After Health and Human Services officials announced their proposal on Aug. 4, Paul Chaplin, chief executive of Bavarian Nordic, the vaccine’s manufacturer, called a senior U.S. health official and accused the Biden administration of breaching its contracts with his company by planning to use the doses in an unapproved manner. Even worse, said two people with knowledge of the episode, Chaplin threatened to cancel all future vaccine orders from the United States, throwing into doubt the administration’s entire monkeypox strategy.

“People are begging for monkeypox vaccines, and we’ve just pissed off the one manufacturer,” said one official who spoke on the condition of anonymity because they were not authorized to comment.

Axios:

The Biden administration is facing increasing criticism from frustrated state health officials over a troubled system for distributing monkeypox vaccines that’s slowing their ability to quickly reach patients.

WSJ:

Doctors said they needed to fill out more than 100 pages of paperwork to procure Tpoxx for use beyond smallpox. It took as long as a week to receive shipments. Patients said they had to wait to become sick enough to justify the medication, and then were required to keep a journal recording its use, including photographs documenting the course of their symptoms.

Poor communication, tons of paperwork, slow-moving bureaucracy, confusing and contradictory regulations, mandatory inspections, and glacially paced approval processes delaying the distribution of key vaccines  . . . the federal government’s response to monkeypox is looking an awful lot like its early response to Covid-19. Of course, back in 2020, many allegedly bright people chose to believe that the federal government’s slow and stumbling response could be blamed on the one man atop the executive branch, Donald Trump. And no doubt, Trump inflicted plenty of wounds on himself, from being far too credulous about reports out of China to contending that the virus would disappear one day, likely shortly after Election Day.

But here we are, with a new, less-contagious virus and a new president, and we see the same problems.

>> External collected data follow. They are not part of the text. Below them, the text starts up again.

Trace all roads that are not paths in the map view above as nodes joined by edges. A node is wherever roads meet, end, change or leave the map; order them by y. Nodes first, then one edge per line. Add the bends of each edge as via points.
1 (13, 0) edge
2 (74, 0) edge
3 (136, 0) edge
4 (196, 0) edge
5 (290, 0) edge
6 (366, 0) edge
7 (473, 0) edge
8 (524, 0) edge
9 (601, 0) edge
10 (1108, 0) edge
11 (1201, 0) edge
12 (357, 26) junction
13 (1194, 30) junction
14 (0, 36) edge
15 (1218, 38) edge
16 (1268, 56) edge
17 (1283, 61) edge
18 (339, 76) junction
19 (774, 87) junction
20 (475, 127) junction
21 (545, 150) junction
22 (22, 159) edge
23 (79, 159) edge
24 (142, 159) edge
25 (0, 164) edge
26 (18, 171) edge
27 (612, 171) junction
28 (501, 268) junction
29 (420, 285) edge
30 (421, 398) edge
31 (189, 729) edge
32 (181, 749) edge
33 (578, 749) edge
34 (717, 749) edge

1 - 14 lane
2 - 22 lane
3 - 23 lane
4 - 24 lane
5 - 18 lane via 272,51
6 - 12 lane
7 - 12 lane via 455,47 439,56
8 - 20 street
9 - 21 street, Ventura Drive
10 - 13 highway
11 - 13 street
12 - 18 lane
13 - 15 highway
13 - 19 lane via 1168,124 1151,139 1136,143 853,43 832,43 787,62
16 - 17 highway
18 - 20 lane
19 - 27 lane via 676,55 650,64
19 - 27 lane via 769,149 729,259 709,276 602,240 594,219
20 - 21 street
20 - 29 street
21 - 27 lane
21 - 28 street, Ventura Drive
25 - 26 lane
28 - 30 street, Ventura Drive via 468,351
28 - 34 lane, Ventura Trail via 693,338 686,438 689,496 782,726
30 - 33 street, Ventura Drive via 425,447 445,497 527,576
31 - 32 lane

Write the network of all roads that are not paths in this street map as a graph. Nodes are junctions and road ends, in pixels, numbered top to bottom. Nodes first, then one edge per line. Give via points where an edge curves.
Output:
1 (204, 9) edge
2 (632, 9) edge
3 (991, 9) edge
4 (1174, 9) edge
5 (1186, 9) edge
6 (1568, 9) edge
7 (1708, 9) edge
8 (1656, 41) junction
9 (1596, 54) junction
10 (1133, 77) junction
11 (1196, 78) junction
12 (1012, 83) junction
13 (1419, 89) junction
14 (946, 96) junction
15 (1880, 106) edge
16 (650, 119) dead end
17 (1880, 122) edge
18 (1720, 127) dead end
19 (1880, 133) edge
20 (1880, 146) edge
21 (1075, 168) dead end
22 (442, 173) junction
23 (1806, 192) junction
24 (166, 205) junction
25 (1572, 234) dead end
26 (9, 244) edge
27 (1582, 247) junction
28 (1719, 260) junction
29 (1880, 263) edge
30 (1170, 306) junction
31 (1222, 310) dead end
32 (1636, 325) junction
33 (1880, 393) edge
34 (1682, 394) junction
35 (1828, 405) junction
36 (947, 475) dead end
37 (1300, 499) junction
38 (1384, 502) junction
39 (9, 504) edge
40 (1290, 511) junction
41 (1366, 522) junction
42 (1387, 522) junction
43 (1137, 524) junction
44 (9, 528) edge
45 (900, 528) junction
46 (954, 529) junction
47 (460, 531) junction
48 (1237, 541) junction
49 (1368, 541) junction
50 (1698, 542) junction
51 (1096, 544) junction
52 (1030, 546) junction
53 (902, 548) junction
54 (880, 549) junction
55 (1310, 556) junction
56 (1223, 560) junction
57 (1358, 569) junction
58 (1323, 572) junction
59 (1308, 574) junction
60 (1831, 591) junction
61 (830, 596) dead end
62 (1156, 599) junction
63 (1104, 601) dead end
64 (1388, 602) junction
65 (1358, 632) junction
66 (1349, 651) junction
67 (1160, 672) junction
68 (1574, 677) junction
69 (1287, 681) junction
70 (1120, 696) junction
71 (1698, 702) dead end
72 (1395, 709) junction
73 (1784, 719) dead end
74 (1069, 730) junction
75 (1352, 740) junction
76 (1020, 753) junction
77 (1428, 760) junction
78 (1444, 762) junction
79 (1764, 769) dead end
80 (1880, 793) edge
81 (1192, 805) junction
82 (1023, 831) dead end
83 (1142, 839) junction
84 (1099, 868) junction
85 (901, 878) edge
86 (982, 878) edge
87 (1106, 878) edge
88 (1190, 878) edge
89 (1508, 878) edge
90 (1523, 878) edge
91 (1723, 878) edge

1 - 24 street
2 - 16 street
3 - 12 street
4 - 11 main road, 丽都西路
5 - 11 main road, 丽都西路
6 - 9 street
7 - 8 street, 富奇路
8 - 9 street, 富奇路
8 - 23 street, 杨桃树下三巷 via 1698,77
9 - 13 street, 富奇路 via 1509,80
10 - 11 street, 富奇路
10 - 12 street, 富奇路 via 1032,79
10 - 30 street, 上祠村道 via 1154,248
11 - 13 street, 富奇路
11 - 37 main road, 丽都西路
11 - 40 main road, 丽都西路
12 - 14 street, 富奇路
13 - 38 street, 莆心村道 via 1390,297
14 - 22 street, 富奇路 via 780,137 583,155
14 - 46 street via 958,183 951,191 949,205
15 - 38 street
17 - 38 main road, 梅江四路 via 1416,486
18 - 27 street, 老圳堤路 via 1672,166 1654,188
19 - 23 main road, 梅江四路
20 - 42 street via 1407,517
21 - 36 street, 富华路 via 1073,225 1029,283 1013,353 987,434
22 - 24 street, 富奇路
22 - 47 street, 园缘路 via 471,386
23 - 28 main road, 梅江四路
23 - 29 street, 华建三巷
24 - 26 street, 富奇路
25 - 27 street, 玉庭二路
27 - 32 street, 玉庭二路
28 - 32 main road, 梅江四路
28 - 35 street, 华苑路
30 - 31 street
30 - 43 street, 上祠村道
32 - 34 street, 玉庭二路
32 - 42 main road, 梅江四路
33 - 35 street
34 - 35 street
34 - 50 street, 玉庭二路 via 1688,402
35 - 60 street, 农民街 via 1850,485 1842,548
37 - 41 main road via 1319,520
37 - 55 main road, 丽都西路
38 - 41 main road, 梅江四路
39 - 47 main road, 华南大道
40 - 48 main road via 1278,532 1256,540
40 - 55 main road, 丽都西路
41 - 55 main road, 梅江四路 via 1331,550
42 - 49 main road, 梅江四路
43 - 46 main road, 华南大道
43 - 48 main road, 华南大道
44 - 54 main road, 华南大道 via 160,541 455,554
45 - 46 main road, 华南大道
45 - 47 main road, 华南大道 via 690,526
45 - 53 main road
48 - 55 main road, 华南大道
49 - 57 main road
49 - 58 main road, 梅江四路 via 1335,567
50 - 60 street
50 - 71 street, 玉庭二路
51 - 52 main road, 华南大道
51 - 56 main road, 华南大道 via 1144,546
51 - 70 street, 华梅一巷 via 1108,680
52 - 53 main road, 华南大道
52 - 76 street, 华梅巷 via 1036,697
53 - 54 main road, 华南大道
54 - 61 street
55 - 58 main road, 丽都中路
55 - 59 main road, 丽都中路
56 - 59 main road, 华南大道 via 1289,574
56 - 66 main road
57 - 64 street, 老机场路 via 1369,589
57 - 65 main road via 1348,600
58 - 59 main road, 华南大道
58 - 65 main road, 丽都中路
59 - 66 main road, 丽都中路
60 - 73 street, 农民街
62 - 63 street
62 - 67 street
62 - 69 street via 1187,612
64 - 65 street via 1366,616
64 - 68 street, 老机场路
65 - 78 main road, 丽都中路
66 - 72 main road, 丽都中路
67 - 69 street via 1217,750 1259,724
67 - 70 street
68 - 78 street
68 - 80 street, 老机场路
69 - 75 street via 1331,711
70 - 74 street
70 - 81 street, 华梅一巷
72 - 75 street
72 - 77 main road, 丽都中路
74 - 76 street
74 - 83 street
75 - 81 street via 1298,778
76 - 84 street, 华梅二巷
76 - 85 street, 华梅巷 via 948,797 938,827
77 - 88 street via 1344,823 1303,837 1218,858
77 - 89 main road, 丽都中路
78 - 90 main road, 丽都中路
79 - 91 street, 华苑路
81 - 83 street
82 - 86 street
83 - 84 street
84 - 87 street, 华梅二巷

As Kevin Williamson is fond of saying, “Everything is simple when you don’t know the first thing about it.” Stopping the spread of a highly contagious virus is just about impossible; slowing the spread is challenging in a free society.

Perhaps not knowing the first thing about it is why Joe Biden, who had previously pledged that if he was elected president, his administration would cure cancer, repeatedly promised he would “shut down the virus.” (Biden’s role in his envisioned plan to shut down the virus consisted of him telling other people to shut down the virus.)

Unsurprisingly, even with a vaccine already being rolled out, Biden did not “shut down” the Covid-19 virus, and when confronted with a handful of new cases of monkeypox earlier this year, failed to “shut down” that virus, too. Joe Biden is the kind of guy who just pledges that he has the leadership skills to solve everything, and figures he’ll worry about the details later.

While you can blame Trump for his own rhetoric during the pandemic, the problems in the monkeypox response illuminate deep-rooted longstanding problems in institutions such as the U.S. Food and Drug Administration, the U.S. Centers for Disease Control and Prevention, and the Department of Health and Human Services.

At the heart of our national problem is the choice to believe, as Biden did, that just having a different president would make the FDA, CDC, and HHS work more effectively. The problem in our government’s response to fast-moving communicable diseases is primarily a bureaucracy problem, not primarily a Donald Trump problem. If you change presidents but keep the institutions the same, you’re going to get largely the same problems.